======== The records
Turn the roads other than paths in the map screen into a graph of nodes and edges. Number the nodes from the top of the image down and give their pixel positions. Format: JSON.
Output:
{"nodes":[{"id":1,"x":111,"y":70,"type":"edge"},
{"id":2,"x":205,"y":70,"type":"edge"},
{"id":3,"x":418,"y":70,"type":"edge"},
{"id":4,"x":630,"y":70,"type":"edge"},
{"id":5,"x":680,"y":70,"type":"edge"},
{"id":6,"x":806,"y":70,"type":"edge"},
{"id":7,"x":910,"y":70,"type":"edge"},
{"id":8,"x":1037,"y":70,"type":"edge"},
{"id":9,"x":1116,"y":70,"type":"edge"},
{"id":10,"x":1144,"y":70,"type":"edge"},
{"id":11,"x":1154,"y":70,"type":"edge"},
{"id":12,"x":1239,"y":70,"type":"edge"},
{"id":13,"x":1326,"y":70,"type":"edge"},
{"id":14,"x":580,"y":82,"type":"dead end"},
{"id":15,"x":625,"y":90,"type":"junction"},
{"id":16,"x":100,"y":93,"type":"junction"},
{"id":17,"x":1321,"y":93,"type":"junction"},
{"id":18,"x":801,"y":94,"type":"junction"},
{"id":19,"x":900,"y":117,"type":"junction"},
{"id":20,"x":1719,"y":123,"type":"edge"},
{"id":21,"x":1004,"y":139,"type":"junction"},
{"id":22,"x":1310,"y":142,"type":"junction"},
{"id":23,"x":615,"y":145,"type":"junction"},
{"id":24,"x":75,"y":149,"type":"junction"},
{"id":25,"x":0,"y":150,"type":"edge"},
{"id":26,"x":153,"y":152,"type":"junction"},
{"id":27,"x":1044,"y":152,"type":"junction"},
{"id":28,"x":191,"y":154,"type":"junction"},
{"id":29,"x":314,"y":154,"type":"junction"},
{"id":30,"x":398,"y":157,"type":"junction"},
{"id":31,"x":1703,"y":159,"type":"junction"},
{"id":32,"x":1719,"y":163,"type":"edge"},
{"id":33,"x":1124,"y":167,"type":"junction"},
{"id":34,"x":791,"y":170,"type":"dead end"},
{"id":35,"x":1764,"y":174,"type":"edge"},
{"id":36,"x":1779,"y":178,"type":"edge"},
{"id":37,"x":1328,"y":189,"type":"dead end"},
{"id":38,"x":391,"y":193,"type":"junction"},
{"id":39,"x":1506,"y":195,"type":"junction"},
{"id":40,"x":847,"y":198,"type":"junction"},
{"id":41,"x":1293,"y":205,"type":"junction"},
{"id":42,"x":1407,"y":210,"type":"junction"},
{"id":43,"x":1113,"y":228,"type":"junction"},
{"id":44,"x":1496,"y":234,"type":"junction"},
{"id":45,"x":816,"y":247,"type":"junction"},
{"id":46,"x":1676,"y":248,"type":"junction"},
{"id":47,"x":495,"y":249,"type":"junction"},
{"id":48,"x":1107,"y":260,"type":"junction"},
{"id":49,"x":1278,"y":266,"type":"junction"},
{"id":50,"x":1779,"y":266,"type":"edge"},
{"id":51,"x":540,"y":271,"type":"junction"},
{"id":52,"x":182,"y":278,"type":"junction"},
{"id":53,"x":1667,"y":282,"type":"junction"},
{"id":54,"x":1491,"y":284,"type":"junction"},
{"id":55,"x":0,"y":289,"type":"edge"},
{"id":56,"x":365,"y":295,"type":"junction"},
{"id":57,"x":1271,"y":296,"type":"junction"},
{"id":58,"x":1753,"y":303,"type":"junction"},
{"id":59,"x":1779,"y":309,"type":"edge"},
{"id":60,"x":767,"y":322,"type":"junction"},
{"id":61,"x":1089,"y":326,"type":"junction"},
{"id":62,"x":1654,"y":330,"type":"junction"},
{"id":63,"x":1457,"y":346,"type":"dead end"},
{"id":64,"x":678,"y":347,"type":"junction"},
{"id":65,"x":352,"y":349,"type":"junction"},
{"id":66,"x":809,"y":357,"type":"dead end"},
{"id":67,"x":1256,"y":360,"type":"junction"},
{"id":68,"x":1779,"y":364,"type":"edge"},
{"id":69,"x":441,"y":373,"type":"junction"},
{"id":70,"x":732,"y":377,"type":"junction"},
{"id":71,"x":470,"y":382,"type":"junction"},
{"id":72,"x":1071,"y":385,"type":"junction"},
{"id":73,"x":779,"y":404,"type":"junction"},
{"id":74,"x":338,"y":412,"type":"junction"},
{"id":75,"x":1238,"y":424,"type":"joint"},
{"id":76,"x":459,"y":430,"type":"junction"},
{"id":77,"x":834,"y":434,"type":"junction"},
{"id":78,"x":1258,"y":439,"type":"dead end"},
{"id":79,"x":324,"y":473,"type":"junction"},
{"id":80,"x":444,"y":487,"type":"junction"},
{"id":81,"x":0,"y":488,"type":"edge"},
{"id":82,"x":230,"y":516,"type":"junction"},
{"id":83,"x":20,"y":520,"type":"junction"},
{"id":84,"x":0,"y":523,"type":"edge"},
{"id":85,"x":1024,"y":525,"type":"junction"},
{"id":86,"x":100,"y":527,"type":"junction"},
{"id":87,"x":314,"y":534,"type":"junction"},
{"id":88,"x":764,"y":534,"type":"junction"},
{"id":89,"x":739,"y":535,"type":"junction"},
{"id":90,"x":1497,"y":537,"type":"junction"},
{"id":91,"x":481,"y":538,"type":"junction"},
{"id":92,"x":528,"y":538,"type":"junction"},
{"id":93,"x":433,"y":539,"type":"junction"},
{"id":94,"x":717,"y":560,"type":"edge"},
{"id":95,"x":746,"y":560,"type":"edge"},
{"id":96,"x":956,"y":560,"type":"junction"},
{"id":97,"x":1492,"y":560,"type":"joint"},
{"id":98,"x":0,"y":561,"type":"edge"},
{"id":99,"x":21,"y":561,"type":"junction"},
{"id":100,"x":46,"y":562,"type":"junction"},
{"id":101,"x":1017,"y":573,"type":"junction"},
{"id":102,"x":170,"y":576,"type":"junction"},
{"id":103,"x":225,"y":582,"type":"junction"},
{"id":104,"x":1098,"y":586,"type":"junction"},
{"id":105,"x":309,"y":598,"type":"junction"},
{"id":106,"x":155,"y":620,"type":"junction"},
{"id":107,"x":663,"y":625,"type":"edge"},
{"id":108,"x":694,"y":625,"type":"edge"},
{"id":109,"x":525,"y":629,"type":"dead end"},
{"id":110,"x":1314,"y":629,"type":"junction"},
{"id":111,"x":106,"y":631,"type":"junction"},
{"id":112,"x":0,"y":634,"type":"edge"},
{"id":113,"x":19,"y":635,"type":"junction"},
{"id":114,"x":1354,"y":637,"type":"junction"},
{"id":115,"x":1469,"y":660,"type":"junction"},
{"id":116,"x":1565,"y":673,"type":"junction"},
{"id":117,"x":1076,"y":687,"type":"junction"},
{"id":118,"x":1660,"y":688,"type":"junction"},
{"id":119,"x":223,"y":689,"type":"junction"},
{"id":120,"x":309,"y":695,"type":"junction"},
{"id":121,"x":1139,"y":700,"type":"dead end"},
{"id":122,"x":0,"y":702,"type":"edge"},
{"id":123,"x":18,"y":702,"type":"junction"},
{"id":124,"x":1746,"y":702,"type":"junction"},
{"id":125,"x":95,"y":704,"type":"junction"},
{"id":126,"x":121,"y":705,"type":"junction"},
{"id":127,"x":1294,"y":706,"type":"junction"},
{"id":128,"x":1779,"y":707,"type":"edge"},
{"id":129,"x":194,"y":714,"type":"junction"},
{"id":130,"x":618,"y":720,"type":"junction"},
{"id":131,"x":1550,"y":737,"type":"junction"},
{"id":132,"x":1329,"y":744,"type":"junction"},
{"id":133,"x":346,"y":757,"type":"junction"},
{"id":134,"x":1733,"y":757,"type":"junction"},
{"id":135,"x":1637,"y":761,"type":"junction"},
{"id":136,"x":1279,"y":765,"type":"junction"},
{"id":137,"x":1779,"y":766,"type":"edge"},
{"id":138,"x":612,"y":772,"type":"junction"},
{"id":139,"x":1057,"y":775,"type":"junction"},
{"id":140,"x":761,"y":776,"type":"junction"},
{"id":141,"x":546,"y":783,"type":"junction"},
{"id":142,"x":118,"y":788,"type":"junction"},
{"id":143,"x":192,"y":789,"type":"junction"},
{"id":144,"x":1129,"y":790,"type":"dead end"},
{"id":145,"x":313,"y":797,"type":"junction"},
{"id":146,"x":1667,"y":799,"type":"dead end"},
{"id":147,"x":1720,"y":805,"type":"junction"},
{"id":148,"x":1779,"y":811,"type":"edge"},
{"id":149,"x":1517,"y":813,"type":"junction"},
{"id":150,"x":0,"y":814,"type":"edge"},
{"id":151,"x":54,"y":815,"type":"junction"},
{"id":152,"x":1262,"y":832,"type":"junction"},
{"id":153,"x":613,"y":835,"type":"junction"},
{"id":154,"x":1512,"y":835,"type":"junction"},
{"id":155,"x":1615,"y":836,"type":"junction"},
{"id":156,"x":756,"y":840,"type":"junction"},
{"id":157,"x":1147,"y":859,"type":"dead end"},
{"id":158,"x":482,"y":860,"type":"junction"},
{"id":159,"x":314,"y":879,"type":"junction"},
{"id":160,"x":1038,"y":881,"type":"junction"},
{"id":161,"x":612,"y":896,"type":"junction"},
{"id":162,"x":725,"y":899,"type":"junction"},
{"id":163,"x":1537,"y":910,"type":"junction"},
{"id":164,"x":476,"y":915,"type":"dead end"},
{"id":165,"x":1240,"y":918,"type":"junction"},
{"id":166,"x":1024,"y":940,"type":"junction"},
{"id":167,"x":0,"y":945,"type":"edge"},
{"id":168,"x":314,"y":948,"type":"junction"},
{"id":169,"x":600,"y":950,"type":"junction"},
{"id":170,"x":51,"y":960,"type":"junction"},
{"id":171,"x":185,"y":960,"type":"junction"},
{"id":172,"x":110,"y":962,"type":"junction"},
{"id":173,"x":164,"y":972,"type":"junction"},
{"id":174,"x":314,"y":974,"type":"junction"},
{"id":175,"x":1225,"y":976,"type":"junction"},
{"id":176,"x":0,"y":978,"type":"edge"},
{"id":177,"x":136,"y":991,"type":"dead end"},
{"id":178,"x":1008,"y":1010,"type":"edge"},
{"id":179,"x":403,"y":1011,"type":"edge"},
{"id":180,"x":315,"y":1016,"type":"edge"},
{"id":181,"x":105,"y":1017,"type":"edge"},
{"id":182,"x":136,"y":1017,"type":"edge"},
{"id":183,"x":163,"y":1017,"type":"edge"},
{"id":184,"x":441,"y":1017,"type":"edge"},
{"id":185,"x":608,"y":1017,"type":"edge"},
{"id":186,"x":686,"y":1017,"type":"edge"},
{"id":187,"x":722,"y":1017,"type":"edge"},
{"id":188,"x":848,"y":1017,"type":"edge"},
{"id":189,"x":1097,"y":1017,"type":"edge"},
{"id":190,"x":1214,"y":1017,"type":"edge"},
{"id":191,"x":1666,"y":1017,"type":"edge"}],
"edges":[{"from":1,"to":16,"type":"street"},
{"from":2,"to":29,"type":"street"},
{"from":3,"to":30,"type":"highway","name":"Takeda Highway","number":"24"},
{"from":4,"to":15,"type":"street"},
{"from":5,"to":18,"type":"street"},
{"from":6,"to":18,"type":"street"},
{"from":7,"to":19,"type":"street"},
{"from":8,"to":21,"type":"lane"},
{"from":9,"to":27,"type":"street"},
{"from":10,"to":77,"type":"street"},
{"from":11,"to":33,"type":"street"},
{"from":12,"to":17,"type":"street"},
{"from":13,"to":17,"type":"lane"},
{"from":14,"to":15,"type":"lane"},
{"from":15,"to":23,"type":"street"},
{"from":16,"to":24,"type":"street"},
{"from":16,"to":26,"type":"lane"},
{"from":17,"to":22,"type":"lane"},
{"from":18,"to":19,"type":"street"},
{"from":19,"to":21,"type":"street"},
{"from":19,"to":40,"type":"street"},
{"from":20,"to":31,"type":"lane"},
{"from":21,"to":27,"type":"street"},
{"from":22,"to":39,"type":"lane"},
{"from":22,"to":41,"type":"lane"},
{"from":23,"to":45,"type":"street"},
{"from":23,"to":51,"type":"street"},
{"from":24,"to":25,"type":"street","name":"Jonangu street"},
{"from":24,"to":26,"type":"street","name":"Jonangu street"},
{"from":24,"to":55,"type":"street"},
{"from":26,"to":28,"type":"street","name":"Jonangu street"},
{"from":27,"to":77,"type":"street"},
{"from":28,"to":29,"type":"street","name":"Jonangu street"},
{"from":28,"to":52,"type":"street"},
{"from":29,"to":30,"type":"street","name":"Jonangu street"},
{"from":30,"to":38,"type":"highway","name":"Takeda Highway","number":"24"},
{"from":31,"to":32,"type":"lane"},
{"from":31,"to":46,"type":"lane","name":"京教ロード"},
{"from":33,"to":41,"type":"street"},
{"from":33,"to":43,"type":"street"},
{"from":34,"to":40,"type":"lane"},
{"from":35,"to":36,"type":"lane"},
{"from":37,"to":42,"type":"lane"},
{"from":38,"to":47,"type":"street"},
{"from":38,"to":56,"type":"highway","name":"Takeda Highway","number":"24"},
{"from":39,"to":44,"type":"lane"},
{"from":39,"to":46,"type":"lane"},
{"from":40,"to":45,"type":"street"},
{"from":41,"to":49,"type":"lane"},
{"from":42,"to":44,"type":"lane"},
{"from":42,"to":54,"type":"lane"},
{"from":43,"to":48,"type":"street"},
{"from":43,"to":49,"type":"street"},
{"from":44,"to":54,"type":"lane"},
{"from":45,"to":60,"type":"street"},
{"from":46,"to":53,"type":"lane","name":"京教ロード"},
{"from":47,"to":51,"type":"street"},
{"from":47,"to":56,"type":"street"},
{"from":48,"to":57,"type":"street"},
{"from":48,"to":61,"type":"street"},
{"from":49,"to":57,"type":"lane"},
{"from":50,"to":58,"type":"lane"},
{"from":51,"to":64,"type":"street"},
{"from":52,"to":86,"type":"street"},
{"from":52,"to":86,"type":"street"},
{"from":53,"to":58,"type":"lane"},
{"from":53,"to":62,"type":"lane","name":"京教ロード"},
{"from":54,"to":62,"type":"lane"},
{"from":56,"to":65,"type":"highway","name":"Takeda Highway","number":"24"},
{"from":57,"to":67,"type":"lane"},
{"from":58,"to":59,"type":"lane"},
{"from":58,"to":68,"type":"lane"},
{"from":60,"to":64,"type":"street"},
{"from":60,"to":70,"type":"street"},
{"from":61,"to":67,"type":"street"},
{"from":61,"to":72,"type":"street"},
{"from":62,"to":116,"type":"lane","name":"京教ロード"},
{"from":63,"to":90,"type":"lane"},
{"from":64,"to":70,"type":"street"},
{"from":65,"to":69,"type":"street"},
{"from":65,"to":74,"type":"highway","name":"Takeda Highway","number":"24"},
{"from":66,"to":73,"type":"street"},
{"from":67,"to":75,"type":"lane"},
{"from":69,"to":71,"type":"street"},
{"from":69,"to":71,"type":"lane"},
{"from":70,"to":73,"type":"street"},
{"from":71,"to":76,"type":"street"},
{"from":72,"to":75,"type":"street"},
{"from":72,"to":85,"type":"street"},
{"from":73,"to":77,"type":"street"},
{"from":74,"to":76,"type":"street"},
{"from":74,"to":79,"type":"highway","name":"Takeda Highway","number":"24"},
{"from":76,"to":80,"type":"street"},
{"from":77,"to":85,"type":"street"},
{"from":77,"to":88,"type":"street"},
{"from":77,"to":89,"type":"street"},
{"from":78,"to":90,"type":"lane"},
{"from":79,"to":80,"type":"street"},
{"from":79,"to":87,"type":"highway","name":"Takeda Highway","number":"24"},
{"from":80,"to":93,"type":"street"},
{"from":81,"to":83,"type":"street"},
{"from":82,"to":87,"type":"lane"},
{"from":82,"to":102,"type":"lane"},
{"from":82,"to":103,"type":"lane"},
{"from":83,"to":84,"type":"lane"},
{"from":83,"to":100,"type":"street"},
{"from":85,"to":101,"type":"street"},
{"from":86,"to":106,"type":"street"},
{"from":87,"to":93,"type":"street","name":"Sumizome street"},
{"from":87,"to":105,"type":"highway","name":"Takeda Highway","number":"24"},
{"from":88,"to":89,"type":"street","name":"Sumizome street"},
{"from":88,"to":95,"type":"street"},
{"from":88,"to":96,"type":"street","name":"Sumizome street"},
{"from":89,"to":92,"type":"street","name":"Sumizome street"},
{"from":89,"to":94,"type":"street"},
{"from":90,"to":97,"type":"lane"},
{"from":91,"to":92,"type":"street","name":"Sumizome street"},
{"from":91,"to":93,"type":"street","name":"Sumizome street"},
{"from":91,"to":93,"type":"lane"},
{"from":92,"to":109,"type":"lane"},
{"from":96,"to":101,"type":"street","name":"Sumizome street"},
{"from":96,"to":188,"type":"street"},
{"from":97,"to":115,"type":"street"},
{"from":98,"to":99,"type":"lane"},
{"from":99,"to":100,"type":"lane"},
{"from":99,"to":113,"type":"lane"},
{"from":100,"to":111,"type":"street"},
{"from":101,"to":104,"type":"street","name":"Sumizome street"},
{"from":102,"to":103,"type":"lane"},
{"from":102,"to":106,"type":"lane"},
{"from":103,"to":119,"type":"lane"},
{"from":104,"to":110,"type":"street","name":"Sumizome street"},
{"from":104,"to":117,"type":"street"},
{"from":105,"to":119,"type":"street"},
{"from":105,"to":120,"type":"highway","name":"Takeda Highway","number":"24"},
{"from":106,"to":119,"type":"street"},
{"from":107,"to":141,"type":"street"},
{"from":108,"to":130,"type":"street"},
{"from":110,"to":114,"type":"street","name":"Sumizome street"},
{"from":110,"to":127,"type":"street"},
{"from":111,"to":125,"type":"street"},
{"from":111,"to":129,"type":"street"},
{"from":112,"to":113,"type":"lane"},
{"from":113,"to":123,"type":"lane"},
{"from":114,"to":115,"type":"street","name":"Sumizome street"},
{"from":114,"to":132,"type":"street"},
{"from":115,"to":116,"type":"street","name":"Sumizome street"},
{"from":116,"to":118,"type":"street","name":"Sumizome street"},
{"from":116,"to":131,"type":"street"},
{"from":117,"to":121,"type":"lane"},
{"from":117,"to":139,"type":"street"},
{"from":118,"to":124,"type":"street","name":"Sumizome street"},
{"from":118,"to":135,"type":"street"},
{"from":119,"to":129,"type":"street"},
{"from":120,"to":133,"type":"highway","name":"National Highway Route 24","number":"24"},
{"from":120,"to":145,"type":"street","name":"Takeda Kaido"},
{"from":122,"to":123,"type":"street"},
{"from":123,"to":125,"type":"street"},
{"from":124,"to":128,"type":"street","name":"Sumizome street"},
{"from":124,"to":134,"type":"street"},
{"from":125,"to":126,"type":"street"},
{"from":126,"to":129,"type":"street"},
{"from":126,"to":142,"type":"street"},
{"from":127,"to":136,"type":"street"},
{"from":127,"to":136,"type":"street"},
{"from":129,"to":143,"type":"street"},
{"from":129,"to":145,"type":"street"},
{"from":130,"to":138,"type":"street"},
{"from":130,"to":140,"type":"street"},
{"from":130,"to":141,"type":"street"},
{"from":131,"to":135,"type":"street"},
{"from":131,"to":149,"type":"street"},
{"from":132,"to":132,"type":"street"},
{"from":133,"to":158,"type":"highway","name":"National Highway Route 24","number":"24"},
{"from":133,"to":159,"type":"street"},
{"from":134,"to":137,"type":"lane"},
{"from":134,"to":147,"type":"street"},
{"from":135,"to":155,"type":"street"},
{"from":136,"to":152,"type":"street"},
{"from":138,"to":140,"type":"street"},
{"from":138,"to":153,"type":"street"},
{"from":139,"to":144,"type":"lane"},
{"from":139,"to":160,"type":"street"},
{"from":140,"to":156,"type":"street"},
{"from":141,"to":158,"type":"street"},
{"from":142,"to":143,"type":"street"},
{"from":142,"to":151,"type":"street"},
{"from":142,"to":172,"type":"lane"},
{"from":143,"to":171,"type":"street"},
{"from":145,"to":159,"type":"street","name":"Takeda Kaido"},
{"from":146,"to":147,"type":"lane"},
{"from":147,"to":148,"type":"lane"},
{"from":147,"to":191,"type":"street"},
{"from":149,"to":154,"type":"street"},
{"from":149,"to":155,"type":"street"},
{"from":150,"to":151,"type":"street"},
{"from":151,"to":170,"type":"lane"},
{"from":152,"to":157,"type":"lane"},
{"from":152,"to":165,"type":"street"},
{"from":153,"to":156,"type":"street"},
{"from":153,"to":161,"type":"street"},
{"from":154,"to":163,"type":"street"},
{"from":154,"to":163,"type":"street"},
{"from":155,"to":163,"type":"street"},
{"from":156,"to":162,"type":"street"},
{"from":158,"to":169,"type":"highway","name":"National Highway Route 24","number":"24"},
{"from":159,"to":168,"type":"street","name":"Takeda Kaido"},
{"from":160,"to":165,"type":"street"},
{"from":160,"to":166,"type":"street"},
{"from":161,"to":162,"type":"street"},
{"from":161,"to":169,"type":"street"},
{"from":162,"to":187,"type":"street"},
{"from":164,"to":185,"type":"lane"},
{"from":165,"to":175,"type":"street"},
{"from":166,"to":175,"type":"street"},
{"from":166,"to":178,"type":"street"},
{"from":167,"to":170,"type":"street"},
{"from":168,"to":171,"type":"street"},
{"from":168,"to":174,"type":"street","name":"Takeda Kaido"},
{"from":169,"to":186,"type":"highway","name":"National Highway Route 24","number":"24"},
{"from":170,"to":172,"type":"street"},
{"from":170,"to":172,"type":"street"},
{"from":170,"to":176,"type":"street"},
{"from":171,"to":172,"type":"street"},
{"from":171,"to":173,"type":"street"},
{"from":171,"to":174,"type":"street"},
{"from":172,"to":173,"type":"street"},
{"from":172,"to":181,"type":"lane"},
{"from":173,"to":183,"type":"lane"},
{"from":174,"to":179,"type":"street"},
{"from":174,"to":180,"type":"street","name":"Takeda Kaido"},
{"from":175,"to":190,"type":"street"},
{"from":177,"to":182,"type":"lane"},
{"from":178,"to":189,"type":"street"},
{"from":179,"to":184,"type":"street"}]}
================
### Work request
Count the lines in the records that contain the word "nodes", and give only that number.

### Exercise result
2